▸ GIVEN DATA:
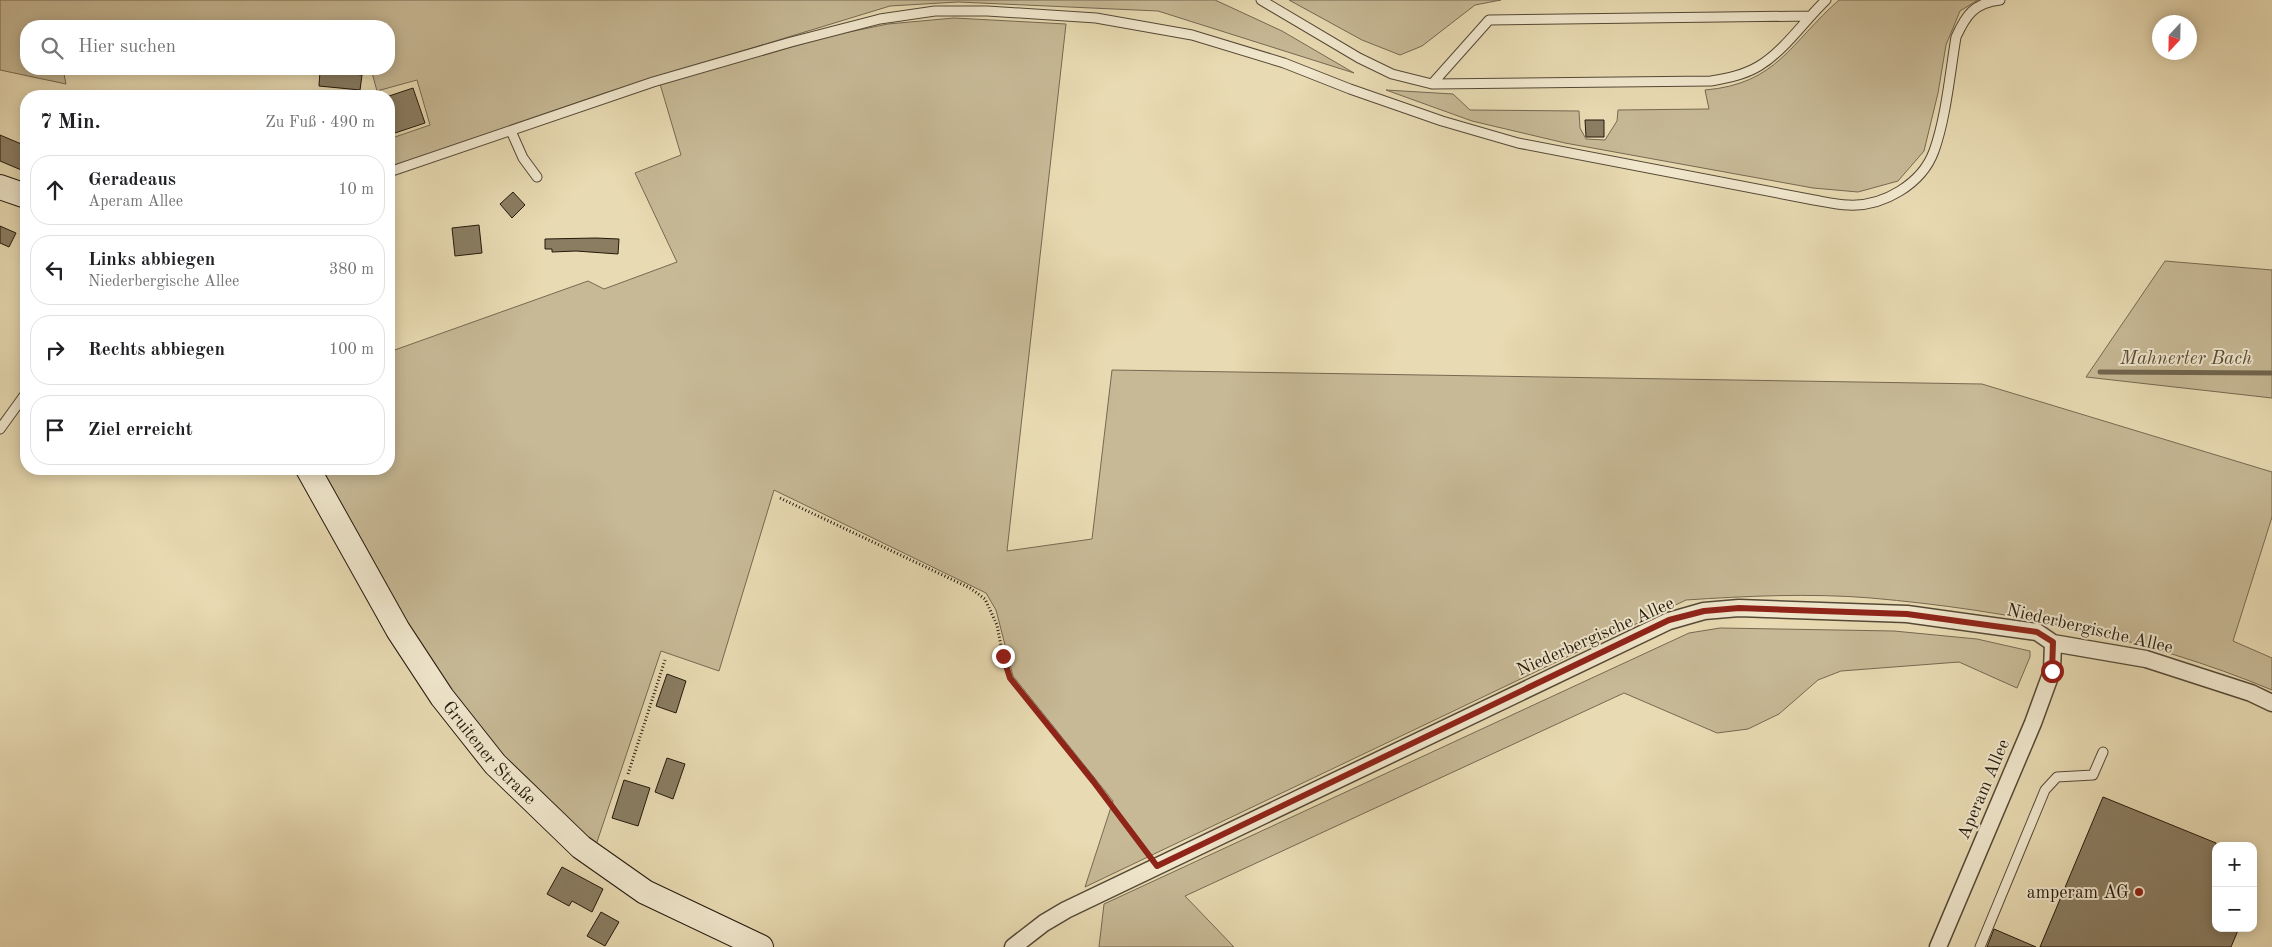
<!DOCTYPE html>
<html lang="de">
<meta charset="utf-8">
<style>
:root{--surface:#fff;--page:#f2f2f2;--text:#202124;--muted:#757577;--line:#e0e0e0}
body{margin:0;font-family:"Old Standard TT",serif;background:var(--page);color:var(--text)}
.controls{position:absolute;right:15px;bottom:15px;display:grid;overflow:hidden;border-radius:10px;box-shadow:0 2px 12px #0003}
.controls button{width:45px;height:45px;display:grid;place-items:center;padding:0;border:0;border-bottom:1px solid var(--line);background:var(--surface);color:var(--text);font:25px sans-serif}
.compass{position:absolute;left:2152px;top:15px;width:45px;height:45px;border-radius:50%;background:var(--surface);box-shadow:0 2px 12px #0003;rotate:202deg}
.stop{position:absolute;width:15px;height:15px;margin:-11px;border:4px solid #8f2418;border-radius:50%;background:#fff}
.stop.end{background:#8f2418;border-color:#fff;box-shadow:0 1px 5px #0008}
.list{margin:0;padding:0;list-style:none}
h2{display:flex;justify-content:space-between;align-items:center;height:65px;margin:0;padding:0 20px;font-size:21px}
h2 small{font-size:16px;font-weight:400;color:var(--muted)}
.list li{display:grid;grid-template-columns:32px 1fr auto;gap:15px;align-items:center;box-sizing:border-box;height:70px;margin:0 10px 10px;padding:0 10px;border:1px solid var(--line);border-radius:20px}
.list b{display:block;font-size:19px;white-space:nowrap}
.list p{margin:0;font-size:16px;white-space:nowrap;color:var(--muted)}
.list em{font-size:16px;font-style:normal;color:var(--muted)}
.icon{flex:none;width:28px;height:28px;fill:none;stroke:currentColor;stroke-width:2;stroke-linecap:round;stroke-linejoin:round}
.map{position:relative;flex:none;width:2272px;height:947px;overflow:hidden}
.search{position:absolute;background:var(--surface);box-shadow:0 2px 12px #0003;left:20px;top:20px;width:375px;height:55px;display:flex;align-items:center;gap:12px;box-sizing:border-box;padding:0 18px;border-radius:20px;color:var(--muted);font-size:19px}
.panel{position:absolute;background:var(--surface);box-shadow:0 2px 12px #0003;left:20px;top:90px;width:375px;height:385px;border-radius:20px}
.map>svg:first-child{display:block}
.green{fill:#c7b996;stroke:#766951}
.lines{fill:none;stroke-linecap:round;stroke-linejoin:round}
.stream{stroke:#71654e;stroke-width:5}
.building{fill:#8a7d62;stroke:#24190c}
.lane-casing{stroke:#554936;stroke-width:11}
.street-casing{stroke:#554936;stroke-width:19}
.secondary-casing{stroke:#24190c;stroke-width:26}
.path{stroke:#24190c;stroke-width:3;stroke-dasharray:1 2.5;stroke-linecap:butt}
.lane{stroke:#f0e7cd;stroke-width:9}
.street{stroke:#f0e7cd;stroke-width:16}
.secondary{stroke:#f0e7cd;stroke-width:24}
.route{stroke:#8f2418;stroke-width:6}
.poi-dot{fill:#8f2418;stroke:#f0e7cd;stroke-width:2}
.labels{text-anchor:middle;stroke-width:4;stroke-linejoin:round;paint-order:stroke}
.street-label{font-size:18px;fill:#24190c;stroke:#f0e7cd}
.poi-label{font-size:18px;fill:#24190c;stroke:#f0e7cd;text-anchor:end}
.water-label{font-size:19px;font-style:italic;fill:#584c38;stroke:#f0e7cd}
</style>
<div class="map">
<svg width="2272" height="947" viewBox="0 0 2272 947">
<rect width="100%" height="100%" fill="#e8dab2"/>
<filter id="stains"><feTurbulence type="fractalNoise" baseFrequency=".004" numOctaves="4"/><feColorMatrix values="0 0 0 0 .2 0 0 0 0 .09 0 0 0 0 .02 0 0 0 .5 -.17"/></filter>
<radialGradient id="worn" r=".72"><stop offset=".6" stop-color="#630" stop-opacity="0"/><stop offset="1" stop-color="#630" stop-opacity=".3"/></radialGradient>
<path class="green" d="M0,0H1215L1282,31L1354,73L1158,11L958,2L890,6L605,93L389,168V139L430,125L417,80L377,91L371,69H389V26H26V69H63L66,84L0,70Z
M1289,0H1501L1475,5L1422,46L1400,55L1362,40Z
M1839,0H1978L1960,11L1946,45L1938,93L1924,151L1898,181L1858,192L1813,188L1565,143L1472,121L1386,90L1453,94L1470,110L1579,111L1580,128L1586,139L1605,140L1617,121L1618,110L1709,109L1705,90C1777,84 1790,43 1839,0Z
M954,18L1066,24L1007,551L1092,539L1112,370L1982,384L2272,472V517L2233,641L2272,658V690C2145,637 2007,610 1871,598C1810,593 1746,596 1686,600L1085,887L1113,801L1013,676L996,610L986,593L774,490L719,671L661,651L596,845L492,750L431,670L317,469H389V352L588,281L604,289L677,262L635,173L681,155L660,84L834,35L888,24Z
M2165,261L2272,270V398L2086,377Z
M1720,628L1894,631L1977,639L2030,651V657L2017,688L1959,662L1841,671L1818,680L1779,714L1748,729L1717,733L1624,693L1185,896L1234,947H1099L1104,904L1689,633Z"/>
<g class="lines">
<path class="stream" d="M2100,372L2272,373"/>
</g>
<path class="building" d="M320,71L362,75L360,90L319,86Z
M413,88L425,123L389,135V96Z
M1585,120H1604V137H1586Z
M0,135L26,146V172L0,161Z
M513,192L525,205L512,218L500,204Z
M479,225L482,253L455,256L452,228Z
M0,226L16,233L9,247L0,243Z
M596,238L619,239L618,254L576,251L552,252V249H545V239Z
M667,674L686,681L676,713L656,706Z
M667,758L685,764L673,799L655,792Z
M624,780L650,788L638,826L612,818Z
M2103,797L2216,843V928H2239L2231,947H2040Z
M562,867L603,889L592,912L572,901L569,906L547,894Z
M601,912L619,922L605,946L587,936Z
M1994,929L2036,947H1987Z"/>
<g class="lines">
<defs>
<path id="lane" d="M1261,0L1359,58L1392,74L1432,84L1711,81C1728,78 1744,75 1759,66C1785,50 1804,21 1826,0
M1432,84L1489,20L1809,16
M511,131L523,158L537,177
M389,172L653,82L791,42L880,19L935,11H987L1096,18L1192,35L1284,63L1350,89L1442,121L1518,143L1814,200C1825,202 1837,205 1848,205C1883,207 1922,184 1934,151C1946,118 1950,73 1956,37C1966,15 1974,3 2000,0
M0,429L26,393
M1980,947L2045,790L2057,777L2093,775L2103,752"/>
<path id="street" d="M1013,947L1044,923L1066,910L1669,621L1704,611L1739,608L1907,614L2037,632L2053,643L2146,659L2251,693L2272,703
M1938,947L2033,723L2052,671L2053,643"/>
<g id="secondary">
<path d="M0,187L26,196"/>
<path id="s1" d="M308,469L398,630L442,697L495,764L581,847L645,892L761,947"/>
</g>
</defs>
<use href="#lane" class="lane-casing"/>
<use href="#street" class="street-casing"/>
<use href="#secondary" class="secondary-casing"/>
<path class="path" d="M780,498L970,588L985,599L997,625L1003,656L1010,678L1093,781L1148,853
M628,774L665,660"/>
<use href="#lane" class="lane"/>
<use href="#street" class="street"/>
<use href="#secondary" class="secondary"/>
</g>
<g class="lines">
<path class="route" d="M1003,656L1010,678L1093,781L1157,866L1669,620L1704,611L1739,608L1907,614L2037,632L2053,642L2052,671"/>
</g>
<circle class="poi-dot" cx="2139" cy="892" r="5"/>
<g class="labels">
<g class="street-label">
<text transform="translate(2090 628) rotate(13)" y="6">Niederbergische Allee</text>
<text transform="translate(1595 636) rotate(-24)" y="6">Niederbergische Allee</text>
<text dy="6" stroke="none"><textPath href="#s1" startOffset="338">Gruitener Straße</textPath></text>
<text transform="translate(1983 789) rotate(-67)" y="6">Aperam Allee</text>
</g>
<g class="poi-label">
<text x="2129" y="898">amperam AG</text>
</g>
<g class="water-label">
<text x="2186" y="364">Mahnerter Bach</text>
</g>
</g>
<rect width="100%" height="100%" filter="url(#stains)"/>
<rect width="100%" height="100%" fill="url(#worn)"/>
</svg>
<div class="controls">
<button>+</button>
<button>−</button>
</div>
<svg class="compass" viewBox="-18 -18 36 36"><path d="M0-13l5 13h-10z" fill="#e53935"/><path d="M0 13l5-13h-10z" fill="#757577"/></svg>
<div class="stop" style="left:2052px;top:671px"></div>
<div class="stop end" style="left:1003px;top:656px"></div>
<div class="search"><svg class="icon" aria-label="search" viewBox="0 0 24 24"><circle cx="10" cy="10" r="6"/><path d="M15 15l6 6"/></svg>Hier suchen</div>
<section class="panel">
<h2>7 Min.<small>Zu Fuß · 490 m</small></h2>
<ul class="list">
<li><svg class="icon" aria-label="ahead" viewBox="0 0 24 24"><path d="M12 20V5M6 11l6-6 6 6"/></svg><div><b>Geradeaus</b><p>Aperam Allee</p></div><em>10 m</em></li>
<li><svg class="icon" aria-label="left" viewBox="0 0 24 24"><path d="M17 20v-9H6M10 6l-5 5 5 5"/></svg><div><b>Links abbiegen</b><p>Niederbergische Allee</p></div><em>380 m</em></li>
<li><svg class="icon" aria-label="right" viewBox="0 0 24 24"><path d="M7 20v-9h11M14 6l5 5-5 5"/></svg><div><b>Rechts abbiegen</b></div><em>100 m</em></li>
<li><svg class="icon" aria-label="arrive" viewBox="0 0 24 24"><path d="M6 21V4h12l-3 4 3 4H6"/></svg><div><b>Ziel erreicht</b></div></li>
</ul>
</section>
</div>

▸ WHAT IS BEING ASKED: Once you have found every line in the listing that holds the string "none", copy each of them.

▸ RESPONSE FOR THIS EXERCISE:
.list{margin:0;padding:0;list-style:none}
.icon{flex:none;width:28px;height:28px;fill:none;stroke:currentColor;stroke-width:2;stroke-linecap:round;stroke-linejoin:round}
.map{position:relative;flex:none;width:2272px;height:947px;overflow:hidden}
.lines{fill:none;stroke-linecap:round;stroke-linejoin:round}
<text dy="6" stroke="none"><textPath href="#s1" startOffset="338">Gruitener Straße</textPath></text>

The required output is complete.